Former amusement park in Washington, Pennsylvania, USA

Eldora Park was an amusement park that opened in 1901 in Washington, Pennsylvania. It survived for three decades before closing in the 1940s.

== History ==
Eldora Park was located in the Black Diamond area of Carroll Township between Charleroi, Donora and Monongahela in Washington County. It was a stop on the Pittsburgh Railways Company's interurban trolley that ran from Roscoe to Pittsburgh. It was a popular location for outings for mine worker unions, schools, community associations, and family reunions. Land development began in 1901, headed by James A. Pahe. Steve Woodward, Guy Moffitt and Tom Sloan were financial backers credited with building the park on property formerly owned by the Wickerham family, one of the pioneer families in the area.

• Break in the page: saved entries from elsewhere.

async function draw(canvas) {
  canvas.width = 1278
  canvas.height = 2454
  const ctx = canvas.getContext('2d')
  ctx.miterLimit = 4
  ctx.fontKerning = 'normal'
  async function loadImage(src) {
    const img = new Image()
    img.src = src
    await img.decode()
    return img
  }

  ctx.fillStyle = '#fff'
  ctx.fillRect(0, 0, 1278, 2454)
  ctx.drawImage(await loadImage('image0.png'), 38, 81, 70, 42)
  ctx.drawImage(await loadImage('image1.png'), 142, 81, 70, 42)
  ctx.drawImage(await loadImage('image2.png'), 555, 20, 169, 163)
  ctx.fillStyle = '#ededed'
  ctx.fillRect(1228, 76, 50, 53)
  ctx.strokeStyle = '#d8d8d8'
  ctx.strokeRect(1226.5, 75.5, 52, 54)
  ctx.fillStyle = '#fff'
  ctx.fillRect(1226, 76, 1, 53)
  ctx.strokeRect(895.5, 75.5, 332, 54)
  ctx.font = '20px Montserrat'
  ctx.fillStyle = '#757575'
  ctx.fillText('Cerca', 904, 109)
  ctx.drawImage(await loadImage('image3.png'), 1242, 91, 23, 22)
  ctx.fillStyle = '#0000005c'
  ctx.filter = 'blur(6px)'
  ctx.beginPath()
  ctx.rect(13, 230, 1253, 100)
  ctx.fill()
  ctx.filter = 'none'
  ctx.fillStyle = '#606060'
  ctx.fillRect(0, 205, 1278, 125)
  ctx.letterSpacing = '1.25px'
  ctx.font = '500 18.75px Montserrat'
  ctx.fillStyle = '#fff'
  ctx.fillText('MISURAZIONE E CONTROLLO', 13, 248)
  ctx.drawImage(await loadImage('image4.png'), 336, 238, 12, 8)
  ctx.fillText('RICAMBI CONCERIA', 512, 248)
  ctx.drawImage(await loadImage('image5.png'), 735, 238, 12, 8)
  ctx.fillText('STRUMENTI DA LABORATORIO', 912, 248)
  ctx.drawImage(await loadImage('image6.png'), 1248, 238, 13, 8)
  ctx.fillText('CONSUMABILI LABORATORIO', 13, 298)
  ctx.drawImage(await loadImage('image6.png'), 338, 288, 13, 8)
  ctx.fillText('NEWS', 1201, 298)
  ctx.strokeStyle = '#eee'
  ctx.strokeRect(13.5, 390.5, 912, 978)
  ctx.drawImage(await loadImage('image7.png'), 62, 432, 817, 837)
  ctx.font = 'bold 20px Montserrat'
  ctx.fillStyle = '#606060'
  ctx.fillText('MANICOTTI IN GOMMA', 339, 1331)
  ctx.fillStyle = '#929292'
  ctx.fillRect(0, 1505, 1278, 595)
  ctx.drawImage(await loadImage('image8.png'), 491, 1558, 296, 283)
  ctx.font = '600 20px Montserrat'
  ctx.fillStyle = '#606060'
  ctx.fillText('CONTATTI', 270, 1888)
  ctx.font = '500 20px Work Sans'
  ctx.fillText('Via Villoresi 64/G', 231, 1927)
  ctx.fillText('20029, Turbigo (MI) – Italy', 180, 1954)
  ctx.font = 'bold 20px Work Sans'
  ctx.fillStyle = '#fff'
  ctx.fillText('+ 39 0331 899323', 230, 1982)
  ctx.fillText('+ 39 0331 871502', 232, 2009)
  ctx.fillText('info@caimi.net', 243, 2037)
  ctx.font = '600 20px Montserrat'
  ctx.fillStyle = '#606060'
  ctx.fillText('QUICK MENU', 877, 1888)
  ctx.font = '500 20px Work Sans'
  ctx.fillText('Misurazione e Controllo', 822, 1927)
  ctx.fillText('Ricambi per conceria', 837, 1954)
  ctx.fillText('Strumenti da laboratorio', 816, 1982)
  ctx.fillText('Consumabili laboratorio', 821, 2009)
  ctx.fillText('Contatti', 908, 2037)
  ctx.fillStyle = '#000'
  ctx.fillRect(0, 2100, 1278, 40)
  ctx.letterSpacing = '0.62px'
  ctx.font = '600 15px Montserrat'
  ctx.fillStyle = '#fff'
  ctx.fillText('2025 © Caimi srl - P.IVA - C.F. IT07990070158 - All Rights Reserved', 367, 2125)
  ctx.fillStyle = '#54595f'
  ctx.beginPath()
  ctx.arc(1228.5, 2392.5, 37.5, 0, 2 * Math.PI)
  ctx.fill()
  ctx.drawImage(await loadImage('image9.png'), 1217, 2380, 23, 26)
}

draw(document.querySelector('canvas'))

The park had a merry-go-round, a roller coaster, a motion picture tent called the Electric Theatre, slides, swings, picnic tables, a restaurant, and a dance pavilion. The park's Figure Eight roller coaster was designed by Frederick Ingersoll, a Pittsburgh native who designed and built several similar coasters, including one at Kennywood Park of the same name.

On July 9, 1905, Carrie Nation delivered two lectures at the park promoting the abstinence of alcohol usage. In a street car on her way to Pittsburgh from Eldora Park after her lectures, Nation caused a scene that was reported on in local newspapers. She ripped off, and tore to pieces, an advertisement for beer that originally read "Drunk by all nations" that had been altered by a practical joker to read "Drunk by Carrie nation".

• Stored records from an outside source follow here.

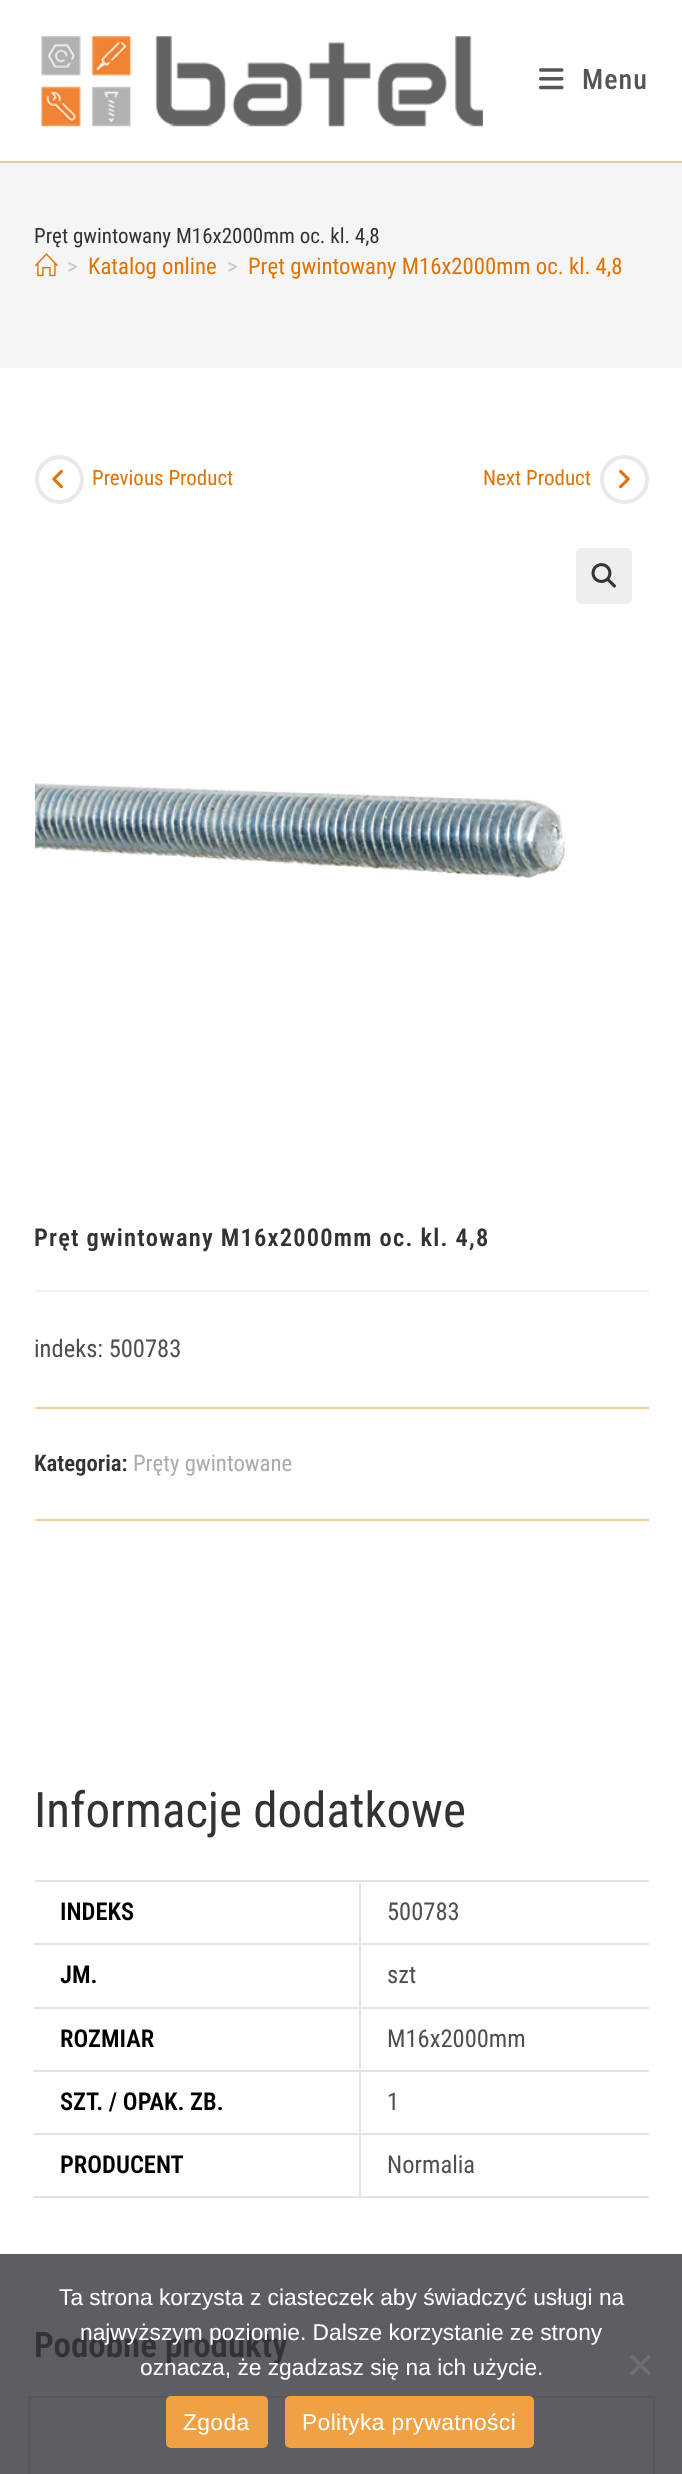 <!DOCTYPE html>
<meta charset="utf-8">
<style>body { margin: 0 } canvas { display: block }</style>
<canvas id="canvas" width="682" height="2474"></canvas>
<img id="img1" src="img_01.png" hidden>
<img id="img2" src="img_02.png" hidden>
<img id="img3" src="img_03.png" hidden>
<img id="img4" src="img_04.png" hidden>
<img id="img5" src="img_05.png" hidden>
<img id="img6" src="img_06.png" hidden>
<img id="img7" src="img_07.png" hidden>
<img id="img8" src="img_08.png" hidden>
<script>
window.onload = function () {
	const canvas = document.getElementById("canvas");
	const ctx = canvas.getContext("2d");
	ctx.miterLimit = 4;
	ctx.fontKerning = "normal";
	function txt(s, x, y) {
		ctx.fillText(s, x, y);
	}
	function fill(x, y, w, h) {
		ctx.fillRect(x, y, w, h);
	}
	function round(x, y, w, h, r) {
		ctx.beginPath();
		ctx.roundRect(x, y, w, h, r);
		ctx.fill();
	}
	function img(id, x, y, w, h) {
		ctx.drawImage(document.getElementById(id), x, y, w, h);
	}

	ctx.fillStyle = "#FFFFFF";
	fill(0, 0, 682, 2474);
	ctx.fillStyle = "#5D5D63";
	fill(0, 2254, 682, 220);
	ctx.fillStyle = "#EFCB99";
	fill(0, 161, 682, 2);
	img("img1", 41, 36, 442, 91);
	img("img2", 539, 68, 25, 22);
	ctx.fillStyle = "#F5F5F5";
	fill(0, 163, 682, 205);
	img("img3", 35, 253, 23, 24);
	ctx.beginPath();
	ctx.arc(59.5, 479.5, 22.5, 0, Math.PI * 2);
	ctx.strokeStyle = "#E9E9E9";
	ctx.lineWidth = 4;
	ctx.stroke();
	img("img4", 52, 469, 11, 20);
	ctx.beginPath();
	ctx.arc(624.5, 479.5, 22.5, 0, Math.PI * 2);
	ctx.stroke();
	img("img5", 619, 469, 11, 20);
	ctx.fillStyle = "#EEEEEE";
	round(576, 548, 56, 56, 5);
	img("img6", 591, 563, 25, 25);
	img("img7", 35, 783, 530, 95);
	ctx.fillStyle = "#F1F1F1";
	fill(35, 1290, 614, 2);
	ctx.fillStyle = "#EFCB99";
	fill(35, 1407, 614, 2);
	fill(35, 1519, 614, 2);
	ctx.fillStyle = "#E4E4E4";
	fill(35, 1880, 614, 2);
	fill(359, 2196, 290, 2);
	fill(359, 2133, 2, 65);
	fill(359, 2133, 290, 2);
	fill(359, 2070, 2, 65);
	fill(359, 2070, 290, 2);
	fill(359, 2007, 2, 65);
	fill(359, 2007, 290, 2);
	fill(359, 1943, 2, 66);
	fill(359, 1943, 290, 2);
	fill(359, 1880, 2, 64);
	fill(33, 1943, 328, 2);
	fill(33, 2007, 328, 2);
	fill(33, 2070, 328, 2);
	fill(33, 2133, 328, 2);
	fill(33, 2196, 328, 2);
	ctx.strokeStyle = "#57575D";
	ctx.lineWidth = 2;
	ctx.strokeRect(29, 2397, 625, 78);
	img("img8", 79, 2397, 525, 1);
	ctx.fillStyle = "#6F6F72";
	ctx.beginPath();
	ctx.moveTo(648.5, 2354.5);
	ctx.lineTo(651, 2357);
	ctx.lineTo(632.5, 2375.5);
	ctx.lineTo(630, 2373);
	ctx.closePath();
	ctx.fill();
	ctx.beginPath();
	ctx.moveTo(630, 2357);
	ctx.lineTo(632.5, 2354.5);
	ctx.lineTo(651, 2373);
	ctx.lineTo(648.5, 2375.5);
	ctx.closePath();
	ctx.fill();
	ctx.fillStyle = "#F0A143";
	round(166, 2396, 102, 52, 5);
	round(285, 2396, 249, 52, 5);
	ctx.letterSpacing = "1px";
	ctx.font = "500 28px Roboto Condensed";
	ctx.fillStyle = "#555555";
	txt("Menu", 582, 89);
	ctx.letterSpacing = "0px";
	ctx.font = "21px Roboto Condensed";
	ctx.fillStyle = "#333333";
	txt("Pręt gwintowany M16x2000mm oc. kl. 4,8", 34, 243);
	ctx.font = "22.75px Roboto Condensed";
	ctx.fillStyle = "#C6C6C6";
	txt(">", 67, 274);
	ctx.fillStyle = "#DD7404";
	txt("Katalog online", 88, 274);
	ctx.fillStyle = "#C6C6C6";
	txt(">", 227, 274);
	ctx.fillStyle = "#DD7404";
	txt("Pręt gwintowany M16x2000mm oc. kl. 4,8", 248, 274);
	ctx.font = "21px Roboto Condensed";
	txt("Previous Product", 92, 485);
	txt("Next Product", 483, 485);
	ctx.letterSpacing = "1.2px";
	ctx.font = "600 24.5px Roboto Condensed";
	ctx.fillStyle = "#333333";
	txt("Pręt gwintowany M16x2000mm oc. kl. 4,8", 34, 1246);
	ctx.letterSpacing = "0px";
	ctx.font = "24.5px Roboto Condensed";
	ctx.fillStyle = "#4F4F4F";
	txt("indeks: 500783", 34, 1357);
	ctx.font = "600 22.75px Roboto Condensed";
	ctx.fillStyle = "#333333";
	txt("Kategoria:", 34, 1471);
	ctx.font = "22.75px Roboto Condensed";
	ctx.fillStyle = "#ABABAB";
	txt("Pręty gwintowane", 133, 1471);
	ctx.font = "49px Roboto Condensed";
	ctx.fillStyle = "#333333";
	txt("Informacje dodatkowe", 34, 1827);
	ctx.font = "600 24.5px Roboto Condensed";
	ctx.fillStyle = "#000000";
	txt("INDEKS", 60, 1920);
	ctx.font = "24.5px Roboto Condensed";
	ctx.fillStyle = "#4F4F4F";
	txt("500783", 387, 1920);
	ctx.font = "600 24.5px Roboto Condensed";
	ctx.fillStyle = "#000000";
	txt("JM.", 60, 1983);
	ctx.font = "24.5px Roboto Condensed";
	ctx.fillStyle = "#4F4F4F";
	txt("szt", 387, 1983);
	ctx.font = "600 24.5px Roboto Condensed";
	ctx.fillStyle = "#000000";
	txt("ROZMIAR", 60, 2047);
	ctx.font = "24.5px Roboto Condensed";
	ctx.fillStyle = "#4F4F4F";
	txt("M16x2000mm", 387, 2047);
	ctx.font = "600 24.5px Roboto Condensed";
	ctx.fillStyle = "#000000";
	txt("SZT. / OPAK. ZB.", 60, 2110);
	ctx.font = "24.5px Roboto Condensed";
	ctx.fillStyle = "#4F4F4F";
	txt("1", 387, 2110);
	ctx.font = "600 24.5px Roboto Condensed";
	ctx.fillStyle = "#000000";
	txt("PRODUCENT", 60, 2173);
	ctx.font = "24.5px Roboto Condensed";
	ctx.fillStyle = "#4F4F4F";
	txt("Normalia", 387, 2173);
	ctx.font = "600 35px Roboto Condensed";
	ctx.fillStyle = "#323239";
	txt("Podobne produkty", 34, 2357);
	ctx.font = "22.75px Liberation Sans";
	ctx.fillStyle = "#FFFFFF";
	txt("Ta strona korzysta z ciasteczek aby świadczyć usługi na", 59, 2305);
	txt("najwyższym poziomie. Dalsze korzystanie ze strony", 80, 2340);
	txt("oznacza, że zgadzasz się na ich użycie.", 140, 2375);
	ctx.letterSpacing = "0.4px";
	txt("Zgoda", 183, 2430);
	txt("Polityka prywatności", 302, 2430);
};
</script>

The popularity of Eldora Park's amusement rides began to decline in the 1920s, while the dance hall continued to host big bands through the 1930s. Lawrence Welk, Frank Lombardo, and The Golden Gate Five (a popular local band) were among the headliners. The Great Depression, World War II, and declining ridership on the trolley line are all credited with attributing to the park's demise. The dance hall was used as a roller skating rink before the park closed in the 1940s.

The park was chartered to the Charleroi Girl Scouts in May of 1946. It opened as a day camp called Camp Charwood on June 19, 1946, and operated into the 1970s. After camp sites were built in the woods on the property, Camp Charwood saw overnight camping as well. The dance hall, now known as Great Hall, was also used by the Girl Scouts for roller skating and, in bad weather, various other activities.